__Activity__.
Where in the listing does the word "void" appear? Report each line that holds it.

__Provided entries__.
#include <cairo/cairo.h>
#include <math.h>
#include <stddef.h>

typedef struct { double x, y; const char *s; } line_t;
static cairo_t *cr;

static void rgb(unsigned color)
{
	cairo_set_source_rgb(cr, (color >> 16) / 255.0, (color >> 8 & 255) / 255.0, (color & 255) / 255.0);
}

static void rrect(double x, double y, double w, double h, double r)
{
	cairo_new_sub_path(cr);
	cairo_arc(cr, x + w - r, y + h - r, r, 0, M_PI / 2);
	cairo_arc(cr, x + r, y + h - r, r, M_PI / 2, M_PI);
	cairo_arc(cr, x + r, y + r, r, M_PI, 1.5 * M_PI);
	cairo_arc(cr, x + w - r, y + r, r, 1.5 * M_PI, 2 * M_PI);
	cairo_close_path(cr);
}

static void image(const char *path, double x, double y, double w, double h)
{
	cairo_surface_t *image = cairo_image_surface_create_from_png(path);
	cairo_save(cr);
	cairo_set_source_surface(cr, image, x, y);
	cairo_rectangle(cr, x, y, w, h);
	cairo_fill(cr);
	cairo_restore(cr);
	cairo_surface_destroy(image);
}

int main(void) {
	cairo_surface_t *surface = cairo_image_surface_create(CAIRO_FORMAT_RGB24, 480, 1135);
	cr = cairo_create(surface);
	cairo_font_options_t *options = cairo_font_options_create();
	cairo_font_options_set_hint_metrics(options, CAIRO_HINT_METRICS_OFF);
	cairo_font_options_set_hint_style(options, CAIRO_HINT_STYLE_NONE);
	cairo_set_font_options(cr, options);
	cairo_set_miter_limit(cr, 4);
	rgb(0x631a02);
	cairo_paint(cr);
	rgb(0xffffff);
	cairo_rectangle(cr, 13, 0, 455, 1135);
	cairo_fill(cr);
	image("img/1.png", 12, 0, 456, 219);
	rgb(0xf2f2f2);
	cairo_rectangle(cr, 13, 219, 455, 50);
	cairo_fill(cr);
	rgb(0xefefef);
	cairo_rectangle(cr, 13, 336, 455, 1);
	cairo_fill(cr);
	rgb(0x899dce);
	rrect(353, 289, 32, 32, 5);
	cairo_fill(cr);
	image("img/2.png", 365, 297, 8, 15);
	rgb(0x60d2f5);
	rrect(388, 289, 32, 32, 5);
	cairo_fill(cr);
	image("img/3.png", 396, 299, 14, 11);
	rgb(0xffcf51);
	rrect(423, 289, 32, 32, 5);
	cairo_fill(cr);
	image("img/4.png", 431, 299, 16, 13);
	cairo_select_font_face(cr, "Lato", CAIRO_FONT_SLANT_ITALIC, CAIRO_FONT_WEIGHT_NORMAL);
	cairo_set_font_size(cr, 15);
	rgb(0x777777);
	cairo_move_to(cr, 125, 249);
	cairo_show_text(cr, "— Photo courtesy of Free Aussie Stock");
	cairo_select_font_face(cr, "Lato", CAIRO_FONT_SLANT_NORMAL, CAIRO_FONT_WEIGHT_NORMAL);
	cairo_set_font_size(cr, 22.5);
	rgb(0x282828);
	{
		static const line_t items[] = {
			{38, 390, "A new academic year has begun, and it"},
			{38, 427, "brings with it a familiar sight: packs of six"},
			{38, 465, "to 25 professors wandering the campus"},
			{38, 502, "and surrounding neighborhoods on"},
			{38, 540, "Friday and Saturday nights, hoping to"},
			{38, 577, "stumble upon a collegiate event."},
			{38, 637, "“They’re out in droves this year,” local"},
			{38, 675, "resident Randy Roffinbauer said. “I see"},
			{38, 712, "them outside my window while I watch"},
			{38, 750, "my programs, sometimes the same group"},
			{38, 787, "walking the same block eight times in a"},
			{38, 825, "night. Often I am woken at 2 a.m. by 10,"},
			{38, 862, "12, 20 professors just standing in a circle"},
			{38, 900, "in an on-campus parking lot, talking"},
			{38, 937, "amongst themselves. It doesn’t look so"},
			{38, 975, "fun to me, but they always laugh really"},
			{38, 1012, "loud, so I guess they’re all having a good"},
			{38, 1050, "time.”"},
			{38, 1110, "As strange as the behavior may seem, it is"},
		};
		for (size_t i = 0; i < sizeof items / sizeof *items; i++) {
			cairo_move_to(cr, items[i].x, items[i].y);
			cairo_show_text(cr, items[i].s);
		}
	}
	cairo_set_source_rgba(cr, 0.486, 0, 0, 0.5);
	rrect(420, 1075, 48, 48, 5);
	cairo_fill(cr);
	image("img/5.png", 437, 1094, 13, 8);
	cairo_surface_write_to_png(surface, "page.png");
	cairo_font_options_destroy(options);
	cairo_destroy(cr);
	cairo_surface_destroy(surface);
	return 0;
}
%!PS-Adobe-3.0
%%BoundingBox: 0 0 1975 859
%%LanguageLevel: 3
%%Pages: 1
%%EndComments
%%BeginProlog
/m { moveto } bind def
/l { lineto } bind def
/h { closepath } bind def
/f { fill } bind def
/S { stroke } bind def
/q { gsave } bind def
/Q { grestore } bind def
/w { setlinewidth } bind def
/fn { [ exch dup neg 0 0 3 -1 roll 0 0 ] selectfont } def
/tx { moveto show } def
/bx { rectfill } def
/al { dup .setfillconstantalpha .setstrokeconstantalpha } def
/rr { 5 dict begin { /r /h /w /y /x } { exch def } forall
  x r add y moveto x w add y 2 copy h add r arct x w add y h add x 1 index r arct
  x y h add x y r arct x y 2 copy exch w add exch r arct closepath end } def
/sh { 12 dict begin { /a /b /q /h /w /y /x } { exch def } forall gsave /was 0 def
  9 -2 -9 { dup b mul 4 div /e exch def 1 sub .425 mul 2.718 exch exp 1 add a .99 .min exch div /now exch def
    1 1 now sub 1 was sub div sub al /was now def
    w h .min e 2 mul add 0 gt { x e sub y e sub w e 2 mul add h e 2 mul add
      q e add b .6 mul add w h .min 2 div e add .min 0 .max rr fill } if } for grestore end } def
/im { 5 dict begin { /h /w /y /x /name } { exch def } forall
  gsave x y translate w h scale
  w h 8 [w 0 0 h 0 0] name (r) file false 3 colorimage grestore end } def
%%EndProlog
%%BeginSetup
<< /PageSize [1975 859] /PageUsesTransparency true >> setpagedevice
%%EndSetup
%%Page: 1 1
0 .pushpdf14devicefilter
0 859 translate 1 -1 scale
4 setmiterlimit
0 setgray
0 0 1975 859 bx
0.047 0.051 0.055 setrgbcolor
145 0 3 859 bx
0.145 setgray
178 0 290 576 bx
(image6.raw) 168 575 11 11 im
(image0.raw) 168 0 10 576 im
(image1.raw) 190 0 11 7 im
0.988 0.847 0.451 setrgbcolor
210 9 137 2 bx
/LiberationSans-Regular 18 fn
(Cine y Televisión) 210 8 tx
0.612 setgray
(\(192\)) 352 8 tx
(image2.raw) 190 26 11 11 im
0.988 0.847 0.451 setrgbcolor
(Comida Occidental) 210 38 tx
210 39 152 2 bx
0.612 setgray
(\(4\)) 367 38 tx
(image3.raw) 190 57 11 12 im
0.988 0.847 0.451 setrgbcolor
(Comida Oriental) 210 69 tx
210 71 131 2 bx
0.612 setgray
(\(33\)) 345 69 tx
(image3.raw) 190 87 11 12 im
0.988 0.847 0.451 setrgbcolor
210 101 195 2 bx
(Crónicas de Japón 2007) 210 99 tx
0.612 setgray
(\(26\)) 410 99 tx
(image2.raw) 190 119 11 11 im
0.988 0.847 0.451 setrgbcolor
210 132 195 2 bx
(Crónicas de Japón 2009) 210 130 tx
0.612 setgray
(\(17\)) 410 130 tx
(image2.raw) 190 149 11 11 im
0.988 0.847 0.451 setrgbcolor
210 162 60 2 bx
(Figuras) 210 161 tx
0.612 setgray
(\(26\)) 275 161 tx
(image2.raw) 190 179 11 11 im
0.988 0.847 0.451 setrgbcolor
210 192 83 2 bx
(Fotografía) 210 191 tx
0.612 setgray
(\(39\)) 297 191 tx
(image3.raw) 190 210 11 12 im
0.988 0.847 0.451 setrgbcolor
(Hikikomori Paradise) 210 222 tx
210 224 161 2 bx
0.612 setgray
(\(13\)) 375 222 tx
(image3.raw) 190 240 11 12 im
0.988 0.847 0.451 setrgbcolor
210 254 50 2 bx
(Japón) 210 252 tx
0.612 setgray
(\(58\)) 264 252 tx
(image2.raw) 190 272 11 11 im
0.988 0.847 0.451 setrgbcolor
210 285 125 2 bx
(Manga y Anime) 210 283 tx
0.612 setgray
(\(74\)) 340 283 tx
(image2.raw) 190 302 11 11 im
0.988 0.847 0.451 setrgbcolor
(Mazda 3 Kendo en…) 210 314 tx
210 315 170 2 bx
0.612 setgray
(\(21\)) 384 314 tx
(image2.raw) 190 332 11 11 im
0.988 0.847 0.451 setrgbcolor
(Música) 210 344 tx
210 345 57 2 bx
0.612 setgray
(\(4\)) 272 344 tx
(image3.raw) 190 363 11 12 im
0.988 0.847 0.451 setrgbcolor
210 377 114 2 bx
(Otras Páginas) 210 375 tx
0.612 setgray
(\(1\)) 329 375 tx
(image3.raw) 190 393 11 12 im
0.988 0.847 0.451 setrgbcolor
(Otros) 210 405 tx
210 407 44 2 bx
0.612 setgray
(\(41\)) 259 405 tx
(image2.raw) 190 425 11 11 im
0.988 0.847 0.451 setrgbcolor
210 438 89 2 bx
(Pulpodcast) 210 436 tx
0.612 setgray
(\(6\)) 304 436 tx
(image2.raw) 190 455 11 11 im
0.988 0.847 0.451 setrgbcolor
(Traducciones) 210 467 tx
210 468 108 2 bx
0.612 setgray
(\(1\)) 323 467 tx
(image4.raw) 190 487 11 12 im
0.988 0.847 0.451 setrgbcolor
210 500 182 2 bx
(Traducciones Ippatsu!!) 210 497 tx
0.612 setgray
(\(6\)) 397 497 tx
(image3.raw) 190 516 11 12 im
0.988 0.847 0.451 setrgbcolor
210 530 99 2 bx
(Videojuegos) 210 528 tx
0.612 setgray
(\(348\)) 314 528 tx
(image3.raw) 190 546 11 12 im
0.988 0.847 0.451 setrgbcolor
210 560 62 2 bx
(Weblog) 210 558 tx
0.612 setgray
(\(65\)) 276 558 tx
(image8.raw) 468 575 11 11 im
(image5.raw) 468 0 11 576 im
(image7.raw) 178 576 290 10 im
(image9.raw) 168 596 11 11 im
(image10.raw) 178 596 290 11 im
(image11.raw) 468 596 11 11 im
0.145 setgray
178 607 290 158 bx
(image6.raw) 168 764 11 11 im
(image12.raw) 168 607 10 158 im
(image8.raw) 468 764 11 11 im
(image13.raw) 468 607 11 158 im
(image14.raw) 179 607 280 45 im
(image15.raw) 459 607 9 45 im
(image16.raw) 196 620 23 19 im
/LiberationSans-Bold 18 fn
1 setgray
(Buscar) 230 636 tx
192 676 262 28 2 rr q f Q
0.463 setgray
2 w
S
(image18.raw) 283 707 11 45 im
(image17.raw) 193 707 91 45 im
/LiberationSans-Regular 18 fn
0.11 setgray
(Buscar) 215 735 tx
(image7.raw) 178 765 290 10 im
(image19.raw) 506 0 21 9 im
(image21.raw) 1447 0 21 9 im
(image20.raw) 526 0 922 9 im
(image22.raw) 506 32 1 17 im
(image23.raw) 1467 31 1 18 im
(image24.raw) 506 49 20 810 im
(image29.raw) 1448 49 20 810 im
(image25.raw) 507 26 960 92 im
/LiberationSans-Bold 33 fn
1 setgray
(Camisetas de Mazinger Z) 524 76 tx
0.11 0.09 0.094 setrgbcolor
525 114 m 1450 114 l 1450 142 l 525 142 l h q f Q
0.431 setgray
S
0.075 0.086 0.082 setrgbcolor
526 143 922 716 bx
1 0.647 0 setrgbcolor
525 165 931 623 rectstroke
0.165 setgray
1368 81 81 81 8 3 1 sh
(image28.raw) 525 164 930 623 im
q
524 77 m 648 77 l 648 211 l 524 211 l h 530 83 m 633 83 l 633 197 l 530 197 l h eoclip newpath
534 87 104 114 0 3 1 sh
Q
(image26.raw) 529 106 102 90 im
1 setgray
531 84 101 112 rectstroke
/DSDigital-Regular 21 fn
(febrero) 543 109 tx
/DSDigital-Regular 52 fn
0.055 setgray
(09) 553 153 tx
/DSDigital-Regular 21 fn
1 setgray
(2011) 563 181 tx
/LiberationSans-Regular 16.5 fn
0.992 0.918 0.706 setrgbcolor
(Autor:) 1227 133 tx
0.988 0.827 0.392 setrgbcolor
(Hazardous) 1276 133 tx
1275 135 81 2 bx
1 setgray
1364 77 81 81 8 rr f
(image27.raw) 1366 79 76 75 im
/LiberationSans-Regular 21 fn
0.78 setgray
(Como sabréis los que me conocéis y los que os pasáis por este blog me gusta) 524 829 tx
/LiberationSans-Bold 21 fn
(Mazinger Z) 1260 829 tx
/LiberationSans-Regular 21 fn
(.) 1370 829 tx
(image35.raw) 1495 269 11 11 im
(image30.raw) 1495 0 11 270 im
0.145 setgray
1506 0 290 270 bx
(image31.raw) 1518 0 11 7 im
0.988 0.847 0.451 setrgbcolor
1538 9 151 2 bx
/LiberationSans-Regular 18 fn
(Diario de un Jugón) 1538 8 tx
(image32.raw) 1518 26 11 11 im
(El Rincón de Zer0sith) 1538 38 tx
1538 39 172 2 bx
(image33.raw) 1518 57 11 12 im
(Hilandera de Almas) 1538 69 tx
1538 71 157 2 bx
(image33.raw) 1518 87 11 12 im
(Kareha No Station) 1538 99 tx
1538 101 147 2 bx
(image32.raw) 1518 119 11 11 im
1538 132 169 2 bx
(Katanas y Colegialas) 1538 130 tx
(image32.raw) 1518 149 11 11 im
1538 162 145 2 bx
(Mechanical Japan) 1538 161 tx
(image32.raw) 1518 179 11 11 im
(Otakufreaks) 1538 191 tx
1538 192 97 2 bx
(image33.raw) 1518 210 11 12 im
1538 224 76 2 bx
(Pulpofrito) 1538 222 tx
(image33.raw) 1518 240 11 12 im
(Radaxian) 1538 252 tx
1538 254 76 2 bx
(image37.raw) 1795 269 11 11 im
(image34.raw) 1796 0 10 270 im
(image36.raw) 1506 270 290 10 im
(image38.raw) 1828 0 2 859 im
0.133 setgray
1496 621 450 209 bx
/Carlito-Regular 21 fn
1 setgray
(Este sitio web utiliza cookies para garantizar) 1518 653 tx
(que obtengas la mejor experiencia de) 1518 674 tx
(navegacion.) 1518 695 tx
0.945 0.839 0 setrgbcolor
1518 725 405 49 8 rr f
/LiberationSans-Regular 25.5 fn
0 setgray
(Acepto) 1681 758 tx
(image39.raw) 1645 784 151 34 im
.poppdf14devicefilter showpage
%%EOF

__Answer section__.
static void rgb(unsigned color)
static void rrect(double x, double y, double w, double h, double r)
static void image(const char *path, double x, double y, double w, double h)
int main(void) {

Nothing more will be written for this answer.